**Task:** All of the entries need to be copied character for character.

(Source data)
-------------------------

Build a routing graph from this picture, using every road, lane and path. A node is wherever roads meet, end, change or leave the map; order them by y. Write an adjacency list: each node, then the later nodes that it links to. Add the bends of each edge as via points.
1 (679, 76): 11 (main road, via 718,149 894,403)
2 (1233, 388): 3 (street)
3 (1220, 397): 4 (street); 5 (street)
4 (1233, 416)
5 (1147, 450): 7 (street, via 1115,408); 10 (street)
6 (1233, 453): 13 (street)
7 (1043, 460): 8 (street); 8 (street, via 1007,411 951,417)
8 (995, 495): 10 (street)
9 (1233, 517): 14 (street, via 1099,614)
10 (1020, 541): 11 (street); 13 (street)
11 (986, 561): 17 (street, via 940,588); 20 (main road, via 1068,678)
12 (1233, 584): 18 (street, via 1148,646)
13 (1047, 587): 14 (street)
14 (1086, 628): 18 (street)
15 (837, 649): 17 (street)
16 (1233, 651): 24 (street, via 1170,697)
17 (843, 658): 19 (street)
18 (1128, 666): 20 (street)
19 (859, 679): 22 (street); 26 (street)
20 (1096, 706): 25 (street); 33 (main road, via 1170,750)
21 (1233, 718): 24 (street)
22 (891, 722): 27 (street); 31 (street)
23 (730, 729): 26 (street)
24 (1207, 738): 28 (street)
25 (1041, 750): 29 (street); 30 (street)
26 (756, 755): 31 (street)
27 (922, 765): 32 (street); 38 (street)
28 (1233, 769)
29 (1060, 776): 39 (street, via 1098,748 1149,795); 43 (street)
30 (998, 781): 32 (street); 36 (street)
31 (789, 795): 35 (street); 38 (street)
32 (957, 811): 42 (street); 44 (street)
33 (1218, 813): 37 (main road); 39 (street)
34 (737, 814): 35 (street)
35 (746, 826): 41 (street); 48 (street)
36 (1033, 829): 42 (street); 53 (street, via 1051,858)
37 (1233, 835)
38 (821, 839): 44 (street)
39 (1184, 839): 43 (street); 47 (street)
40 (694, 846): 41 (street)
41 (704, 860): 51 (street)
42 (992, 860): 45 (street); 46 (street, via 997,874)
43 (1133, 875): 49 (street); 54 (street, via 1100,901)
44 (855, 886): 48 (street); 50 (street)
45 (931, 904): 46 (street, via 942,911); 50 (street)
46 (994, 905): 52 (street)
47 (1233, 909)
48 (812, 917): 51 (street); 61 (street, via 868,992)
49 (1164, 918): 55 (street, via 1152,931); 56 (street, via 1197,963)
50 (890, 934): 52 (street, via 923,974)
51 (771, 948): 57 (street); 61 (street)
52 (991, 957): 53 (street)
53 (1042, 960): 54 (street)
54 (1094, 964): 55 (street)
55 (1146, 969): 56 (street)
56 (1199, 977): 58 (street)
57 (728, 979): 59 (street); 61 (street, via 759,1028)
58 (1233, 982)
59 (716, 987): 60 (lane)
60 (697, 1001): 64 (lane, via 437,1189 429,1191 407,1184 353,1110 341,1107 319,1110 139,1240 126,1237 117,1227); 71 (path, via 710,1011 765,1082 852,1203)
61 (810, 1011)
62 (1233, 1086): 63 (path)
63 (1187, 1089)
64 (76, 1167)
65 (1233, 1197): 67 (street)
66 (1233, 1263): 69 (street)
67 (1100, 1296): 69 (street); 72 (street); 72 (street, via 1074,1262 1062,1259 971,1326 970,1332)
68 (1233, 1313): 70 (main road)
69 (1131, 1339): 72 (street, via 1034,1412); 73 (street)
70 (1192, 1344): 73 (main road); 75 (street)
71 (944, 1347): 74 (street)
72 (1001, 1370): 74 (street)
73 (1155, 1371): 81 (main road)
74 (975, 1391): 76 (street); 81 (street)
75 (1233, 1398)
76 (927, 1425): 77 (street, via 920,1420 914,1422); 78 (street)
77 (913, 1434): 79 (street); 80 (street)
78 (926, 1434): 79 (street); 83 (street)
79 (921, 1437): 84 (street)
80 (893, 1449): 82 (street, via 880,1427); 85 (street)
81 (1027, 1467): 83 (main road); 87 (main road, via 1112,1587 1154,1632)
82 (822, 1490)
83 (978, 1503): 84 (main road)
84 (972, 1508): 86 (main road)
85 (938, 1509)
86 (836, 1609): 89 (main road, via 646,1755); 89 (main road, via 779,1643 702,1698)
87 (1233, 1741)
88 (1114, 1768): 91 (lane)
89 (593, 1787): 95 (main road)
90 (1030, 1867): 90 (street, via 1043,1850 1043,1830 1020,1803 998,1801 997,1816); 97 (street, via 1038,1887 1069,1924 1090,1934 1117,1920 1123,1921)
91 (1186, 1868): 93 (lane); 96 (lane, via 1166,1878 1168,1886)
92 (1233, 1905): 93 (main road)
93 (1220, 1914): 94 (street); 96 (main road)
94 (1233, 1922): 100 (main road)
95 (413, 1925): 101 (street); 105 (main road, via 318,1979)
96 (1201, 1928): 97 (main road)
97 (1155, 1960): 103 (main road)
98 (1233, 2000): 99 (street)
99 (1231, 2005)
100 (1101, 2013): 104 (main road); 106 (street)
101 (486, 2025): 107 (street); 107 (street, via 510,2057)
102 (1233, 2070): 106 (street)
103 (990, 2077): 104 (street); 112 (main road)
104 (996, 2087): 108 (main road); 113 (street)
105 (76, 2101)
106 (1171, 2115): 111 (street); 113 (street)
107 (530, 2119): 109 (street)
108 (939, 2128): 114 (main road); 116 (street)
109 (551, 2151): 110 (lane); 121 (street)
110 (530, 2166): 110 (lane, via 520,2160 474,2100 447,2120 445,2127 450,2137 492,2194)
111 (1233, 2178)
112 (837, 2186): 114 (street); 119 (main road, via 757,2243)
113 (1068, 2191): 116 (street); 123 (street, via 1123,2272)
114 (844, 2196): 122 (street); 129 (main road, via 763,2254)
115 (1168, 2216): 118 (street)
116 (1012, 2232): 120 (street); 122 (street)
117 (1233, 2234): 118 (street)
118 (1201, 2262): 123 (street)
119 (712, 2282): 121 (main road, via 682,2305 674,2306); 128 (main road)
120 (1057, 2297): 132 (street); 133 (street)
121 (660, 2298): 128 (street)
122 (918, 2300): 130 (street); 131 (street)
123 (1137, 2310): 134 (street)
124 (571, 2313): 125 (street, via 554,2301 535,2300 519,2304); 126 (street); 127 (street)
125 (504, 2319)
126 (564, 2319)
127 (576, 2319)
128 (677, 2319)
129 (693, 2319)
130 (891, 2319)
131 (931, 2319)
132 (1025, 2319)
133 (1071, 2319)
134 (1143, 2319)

-------------------------

**Answer section:**
Build a routing graph from this picture, using every road, lane and path. A node is wherever roads meet, end, change or leave the map; order them by y. Write an adjacency list: each node, then the later nodes that it links to. Add the bends of each edge as via points.
1 (679, 76): 11 (main road, via 718,149 894,403)
2 (1233, 388): 3 (street)
3 (1220, 397): 4 (street); 5 (street)
4 (1233, 416)
5 (1147, 450): 7 (street, via 1115,408); 10 (street)
6 (1233, 453): 13 (street)
7 (1043, 460): 8 (street); 8 (street, via 1007,411 951,417)
8 (995, 495): 10 (street)
9 (1233, 517): 14 (street, via 1099,614)
10 (1020, 541): 11 (street); 13 (street)
11 (986, 561): 17 (street, via 940,588); 20 (main road, via 1068,678)
12 (1233, 584): 18 (street, via 1148,646)
13 (1047, 587): 14 (street)
14 (1086, 628): 18 (street)
15 (837, 649): 17 (street)
16 (1233, 651): 24 (street, via 1170,697)
17 (843, 658): 19 (street)
18 (1128, 666): 20 (street)
19 (859, 679): 22 (street); 26 (street)
20 (1096, 706): 25 (street); 33 (main road, via 1170,750)
21 (1233, 718): 24 (street)
22 (891, 722): 27 (street); 31 (street)
23 (730, 729): 26 (street)
24 (1207, 738): 28 (street)
25 (1041, 750): 29 (street); 30 (street)
26 (756, 755): 31 (street)
27 (922, 765): 32 (street); 38 (street)
28 (1233, 769)
29 (1060, 776): 39 (street, via 1098,748 1149,795); 43 (street)
30 (998, 781): 32 (street); 36 (street)
31 (789, 795): 35 (street); 38 (street)
32 (957, 811): 42 (street); 44 (street)
33 (1218, 813): 37 (main road); 39 (street)
34 (737, 814): 35 (street)
35 (746, 826): 41 (street); 48 (street)
36 (1033, 829): 42 (street); 53 (street, via 1051,858)
37 (1233, 835)
38 (821, 839): 44 (street)
39 (1184, 839): 43 (street); 47 (street)
40 (694, 846): 41 (street)
41 (704, 860): 51 (street)
42 (992, 860): 45 (street); 46 (street, via 997,874)
43 (1133, 875): 49 (street); 54 (street, via 1100,901)
44 (855, 886): 48 (street); 50 (street)
45 (931, 904): 46 (street, via 942,911); 50 (street)
46 (994, 905): 52 (street)
47 (1233, 909)
48 (812, 917): 51 (street); 61 (street, via 868,992)
49 (1164, 918): 55 (street, via 1152,931); 56 (street, via 1197,963)
50 (890, 934): 52 (street, via 923,974)
51 (771, 948): 57 (street); 61 (street)
52 (991, 957): 53 (street)
53 (1042, 960): 54 (street)
54 (1094, 964): 55 (street)
55 (1146, 969): 56 (street)
56 (1199, 977): 58 (street)
57 (728, 979): 59 (street); 61 (street, via 759,1028)
58 (1233, 982)
59 (716, 987): 60 (lane)
60 (697, 1001): 64 (lane, via 437,1189 429,1191 407,1184 353,1110 341,1107 319,1110 139,1240 126,1237 117,1227); 71 (path, via 710,1011 765,1082 852,1203)
61 (810, 1011)
62 (1233, 1086): 63 (path)
63 (1187, 1089)
64 (76, 1167)
65 (1233, 1197): 67 (street)
66 (1233, 1263): 69 (street)
67 (1100, 1296): 69 (street); 72 (street); 72 (street, via 1074,1262 1062,1259 971,1326 970,1332)
68 (1233, 1313): 70 (main road)
69 (1131, 1339): 72 (street, via 1034,1412); 73 (street)
70 (1192, 1344): 73 (main road); 75 (street)
71 (944, 1347): 74 (street)
72 (1001, 1370): 74 (street)
73 (1155, 1371): 81 (main road)
74 (975, 1391): 76 (street); 81 (street)
75 (1233, 1398)
76 (927, 1425): 77 (street, via 920,1420 914,1422); 78 (street)
77 (913, 1434): 79 (street); 80 (street)
78 (926, 1434): 79 (street); 83 (street)
79 (921, 1437): 84 (street)
80 (893, 1449): 82 (street, via 880,1427); 85 (street)
81 (1027, 1467): 83 (main road); 87 (main road, via 1112,1587 1154,1632)
82 (822, 1490)
83 (978, 1503): 84 (main road)
84 (972, 1508): 86 (main road)
85 (938, 1509)
86 (836, 1609): 89 (main road, via 646,1755); 89 (main road, via 779,1643 702,1698)
87 (1233, 1741)
88 (1114, 1768): 91 (lane)
89 (593, 1787): 95 (main road)
90 (1030, 1867): 90 (street, via 1043,1850 1043,1830 1020,1803 998,1801 997,1816); 97 (street, via 1038,1887 1069,1924 1090,1934 1117,1920 1123,1921)
91 (1186, 1868): 93 (lane); 96 (lane, via 1166,1878 1168,1886)
92 (1233, 1905): 93 (main road)
93 (1220, 1914): 94 (street); 96 (main road)
94 (1233, 1922): 100 (main road)
95 (413, 1925): 101 (street); 105 (main road, via 318,1979)
96 (1201, 1928): 97 (main road)
97 (1155, 1960): 103 (main road)
98 (1233, 2000): 99 (street)
99 (1231, 2005)
100 (1101, 2013): 104 (main road); 106 (street)
101 (486, 2025): 107 (street); 107 (street, via 510,2057)
102 (1233, 2070): 106 (street)
103 (990, 2077): 104 (street); 112 (main road)
104 (996, 2087): 108 (main road); 113 (street)
105 (76, 2101)
106 (1171, 2115): 111 (street); 113 (street)
107 (530, 2119): 109 (street)
108 (939, 2128): 114 (main road); 116 (street)
109 (551, 2151): 110 (lane); 121 (street)
110 (530, 2166): 110 (lane, via 520,2160 474,2100 447,2120 445,2127 450,2137 492,2194)
111 (1233, 2178)
112 (837, 2186): 114 (street); 119 (main road, via 757,2243)
113 (1068, 2191): 116 (street); 123 (street, via 1123,2272)
114 (844, 2196): 122 (street); 129 (main road, via 763,2254)
115 (1168, 2216): 118 (street)
116 (1012, 2232): 120 (street); 122 (street)
117 (1233, 2234): 118 (street)
118 (1201, 2262): 123 (street)
119 (712, 2282): 121 (main road, via 682,2305 674,2306); 128 (main road)
120 (1057, 2297): 132 (street); 133 (street)
121 (660, 2298): 128 (street)
122 (918, 2300): 130 (street); 131 (street)
123 (1137, 2310): 134 (street)
124 (571, 2313): 125 (street, via 554,2301 535,2300 519,2304); 126 (street); 127 (street)
125 (504, 2319)
126 (564, 2319)
127 (576, 2319)
128 (677, 2319)
129 (693, 2319)
130 (891, 2319)
131 (931, 2319)
132 (1025, 2319)
133 (1071, 2319)
134 (1143, 2319)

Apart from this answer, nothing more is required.